__EXERCISE GOAL__
From the data below, restate every line word for word.

__SOURCE MATERIAL__
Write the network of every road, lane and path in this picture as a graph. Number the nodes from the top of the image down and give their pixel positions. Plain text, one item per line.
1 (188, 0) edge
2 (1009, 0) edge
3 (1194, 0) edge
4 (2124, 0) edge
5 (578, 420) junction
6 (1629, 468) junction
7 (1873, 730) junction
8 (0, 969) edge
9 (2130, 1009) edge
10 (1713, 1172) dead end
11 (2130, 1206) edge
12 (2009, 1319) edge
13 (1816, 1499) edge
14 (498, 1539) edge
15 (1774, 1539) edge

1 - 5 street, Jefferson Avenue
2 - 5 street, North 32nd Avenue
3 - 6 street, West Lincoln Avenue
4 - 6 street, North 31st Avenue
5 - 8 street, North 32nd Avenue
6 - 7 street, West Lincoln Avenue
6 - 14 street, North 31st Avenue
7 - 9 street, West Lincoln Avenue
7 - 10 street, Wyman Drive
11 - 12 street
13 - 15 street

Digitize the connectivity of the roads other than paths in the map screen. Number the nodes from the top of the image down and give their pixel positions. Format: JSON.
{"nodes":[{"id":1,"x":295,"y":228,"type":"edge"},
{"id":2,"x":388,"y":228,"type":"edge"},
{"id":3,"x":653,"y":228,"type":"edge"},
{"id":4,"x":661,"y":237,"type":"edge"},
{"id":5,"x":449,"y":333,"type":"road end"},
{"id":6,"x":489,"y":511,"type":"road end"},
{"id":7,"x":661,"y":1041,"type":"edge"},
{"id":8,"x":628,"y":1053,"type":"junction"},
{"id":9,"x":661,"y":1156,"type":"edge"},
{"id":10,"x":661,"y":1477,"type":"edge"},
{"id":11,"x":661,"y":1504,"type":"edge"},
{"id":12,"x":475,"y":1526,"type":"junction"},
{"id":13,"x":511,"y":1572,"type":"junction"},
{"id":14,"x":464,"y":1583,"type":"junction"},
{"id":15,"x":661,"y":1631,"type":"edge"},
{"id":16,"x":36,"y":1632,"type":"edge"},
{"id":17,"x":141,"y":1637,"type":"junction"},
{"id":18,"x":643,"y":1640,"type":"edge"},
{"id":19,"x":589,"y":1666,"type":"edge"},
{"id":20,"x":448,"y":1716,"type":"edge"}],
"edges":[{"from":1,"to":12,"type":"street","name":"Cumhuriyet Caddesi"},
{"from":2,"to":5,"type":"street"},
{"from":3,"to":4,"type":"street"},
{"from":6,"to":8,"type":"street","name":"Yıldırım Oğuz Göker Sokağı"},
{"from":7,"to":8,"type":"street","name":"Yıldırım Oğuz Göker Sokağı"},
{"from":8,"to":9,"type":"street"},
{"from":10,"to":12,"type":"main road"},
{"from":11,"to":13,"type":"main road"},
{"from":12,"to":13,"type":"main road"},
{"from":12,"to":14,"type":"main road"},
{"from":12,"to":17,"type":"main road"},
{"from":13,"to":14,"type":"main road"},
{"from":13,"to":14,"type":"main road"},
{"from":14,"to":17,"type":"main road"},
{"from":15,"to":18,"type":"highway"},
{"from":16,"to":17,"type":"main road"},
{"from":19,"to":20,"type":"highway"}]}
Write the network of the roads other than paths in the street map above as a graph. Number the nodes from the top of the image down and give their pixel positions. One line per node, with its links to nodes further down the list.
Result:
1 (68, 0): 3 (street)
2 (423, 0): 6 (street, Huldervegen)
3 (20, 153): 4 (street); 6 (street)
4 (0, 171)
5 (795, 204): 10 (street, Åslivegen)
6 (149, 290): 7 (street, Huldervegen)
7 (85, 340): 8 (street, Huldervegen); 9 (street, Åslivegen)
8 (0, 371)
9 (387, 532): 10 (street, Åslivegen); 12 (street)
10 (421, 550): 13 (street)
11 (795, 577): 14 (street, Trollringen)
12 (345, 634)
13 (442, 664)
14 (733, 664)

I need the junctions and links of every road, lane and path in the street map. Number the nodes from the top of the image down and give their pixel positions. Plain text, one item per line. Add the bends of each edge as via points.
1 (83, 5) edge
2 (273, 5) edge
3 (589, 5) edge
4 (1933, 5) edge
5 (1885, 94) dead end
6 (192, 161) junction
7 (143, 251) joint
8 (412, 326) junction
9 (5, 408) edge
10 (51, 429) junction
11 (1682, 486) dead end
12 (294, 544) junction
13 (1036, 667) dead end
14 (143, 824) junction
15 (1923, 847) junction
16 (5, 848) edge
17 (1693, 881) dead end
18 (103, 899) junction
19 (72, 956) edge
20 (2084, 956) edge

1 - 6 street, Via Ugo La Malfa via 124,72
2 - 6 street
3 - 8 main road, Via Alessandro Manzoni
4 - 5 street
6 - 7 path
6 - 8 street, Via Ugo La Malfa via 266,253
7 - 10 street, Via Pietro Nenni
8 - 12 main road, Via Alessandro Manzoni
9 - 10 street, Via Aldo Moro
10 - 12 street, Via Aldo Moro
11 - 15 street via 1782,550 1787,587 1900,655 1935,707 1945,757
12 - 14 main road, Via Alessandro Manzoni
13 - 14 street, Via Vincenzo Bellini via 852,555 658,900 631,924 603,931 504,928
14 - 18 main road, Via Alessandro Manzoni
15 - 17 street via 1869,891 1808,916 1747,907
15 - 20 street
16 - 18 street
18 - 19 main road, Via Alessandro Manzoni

__SOLUTION TO THIS TASK__
Write the network of every road, lane and path in this picture as a graph. Number the nodes from the top of the image down and give their pixel positions. Plain text, one item per line.
1 (188, 0) edge
2 (1009, 0) edge
3 (1194, 0) edge
4 (2124, 0) edge
5 (578, 420) junction
6 (1629, 468) junction
7 (1873, 730) junction
8 (0, 969) edge
9 (2130, 1009) edge
10 (1713, 1172) dead end
11 (2130, 1206) edge
12 (2009, 1319) edge
13 (1816, 1499) edge
14 (498, 1539) edge
15 (1774, 1539) edge

1 - 5 street, Jefferson Avenue
2 - 5 street, North 32nd Avenue
3 - 6 street, West Lincoln Avenue
4 - 6 street, North 31st Avenue
5 - 8 street, North 32nd Avenue
6 - 7 street, West Lincoln Avenue
6 - 14 street, North 31st Avenue
7 - 9 street, West Lincoln Avenue
7 - 10 street, Wyman Drive
11 - 12 street
13 - 15 street

Digitize the connectivity of the roads other than paths in the map screen. Number the nodes from the top of the image down and give their pixel positions. Format: JSON.
{"nodes":[{"id":1,"x":295,"y":228,"type":"edge"},
{"id":2,"x":388,"y":228,"type":"edge"},
{"id":3,"x":653,"y":228,"type":"edge"},
{"id":4,"x":661,"y":237,"type":"edge"},
{"id":5,"x":449,"y":333,"type":"road end"},
{"id":6,"x":489,"y":511,"type":"road end"},
{"id":7,"x":661,"y":1041,"type":"edge"},
{"id":8,"x":628,"y":1053,"type":"junction"},
{"id":9,"x":661,"y":1156,"type":"edge"},
{"id":10,"x":661,"y":1477,"type":"edge"},
{"id":11,"x":661,"y":1504,"type":"edge"},
{"id":12,"x":475,"y":1526,"type":"junction"},
{"id":13,"x":511,"y":1572,"type":"junction"},
{"id":14,"x":464,"y":1583,"type":"junction"},
{"id":15,"x":661,"y":1631,"type":"edge"},
{"id":16,"x":36,"y":1632,"type":"edge"},
{"id":17,"x":141,"y":1637,"type":"junction"},
{"id":18,"x":643,"y":1640,"type":"edge"},
{"id":19,"x":589,"y":1666,"type":"edge"},
{"id":20,"x":448,"y":1716,"type":"edge"}],
"edges":[{"from":1,"to":12,"type":"street","name":"Cumhuriyet Caddesi"},
{"from":2,"to":5,"type":"street"},
{"from":3,"to":4,"type":"street"},
{"from":6,"to":8,"type":"street","name":"Yıldırım Oğuz Göker Sokağı"},
{"from":7,"to":8,"type":"street","name":"Yıldırım Oğuz Göker Sokağı"},
{"from":8,"to":9,"type":"street"},
{"from":10,"to":12,"type":"main road"},
{"from":11,"to":13,"type":"main road"},
{"from":12,"to":13,"type":"main road"},
{"from":12,"to":14,"type":"main road"},
{"from":12,"to":17,"type":"main road"},
{"from":13,"to":14,"type":"main road"},
{"from":13,"to":14,"type":"main road"},
{"from":14,"to":17,"type":"main road"},
{"from":15,"to":18,"type":"highway"},
{"from":16,"to":17,"type":"main road"},
{"from":19,"to":20,"type":"highway"}]}
Write the network of the roads other than paths in the street map above as a graph. Number the nodes from the top of the image down and give their pixel positions. One line per node, with its links to nodes further down the list.
Result:
1 (68, 0): 3 (street)
2 (423, 0): 6 (street, Huldervegen)
3 (20, 153): 4 (street); 6 (street)
4 (0, 171)
5 (795, 204): 10 (street, Åslivegen)
6 (149, 290): 7 (street, Huldervegen)
7 (85, 340): 8 (street, Huldervegen); 9 (street, Åslivegen)
8 (0, 371)
9 (387, 532): 10 (street, Åslivegen); 12 (street)
10 (421, 550): 13 (street)
11 (795, 577): 14 (street, Trollringen)
12 (345, 634)
13 (442, 664)
14 (733, 664)

I need the junctions and links of every road, lane and path in the street map. Number the nodes from the top of the image down and give their pixel positions. Plain text, one item per line. Add the bends of each edge as via points.
1 (83, 5) edge
2 (273, 5) edge
3 (589, 5) edge
4 (1933, 5) edge
5 (1885, 94) dead end
6 (192, 161) junction
7 (143, 251) joint
8 (412, 326) junction
9 (5, 408) edge
10 (51, 429) junction
11 (1682, 486) dead end
12 (294, 544) junction
13 (1036, 667) dead end
14 (143, 824) junction
15 (1923, 847) junction
16 (5, 848) edge
17 (1693, 881) dead end
18 (103, 899) junction
19 (72, 956) edge
20 (2084, 956) edge

1 - 6 street, Via Ugo La Malfa via 124,72
2 - 6 street
3 - 8 main road, Via Alessandro Manzoni
4 - 5 street
6 - 7 path
6 - 8 street, Via Ugo La Malfa via 266,253
7 - 10 street, Via Pietro Nenni
8 - 12 main road, Via Alessandro Manzoni
9 - 10 street, Via Aldo Moro
10 - 12 street, Via Aldo Moro
11 - 15 street via 1782,550 1787,587 1900,655 1935,707 1945,757
12 - 14 main road, Via Alessandro Manzoni
13 - 14 street, Via Vincenzo Bellini via 852,555 658,900 631,924 603,931 504,928
14 - 18 main road, Via Alessandro Manzoni
15 - 17 street via 1869,891 1808,916 1747,907
15 - 20 street
16 - 18 street
18 - 19 main road, Via Alessandro Manzoni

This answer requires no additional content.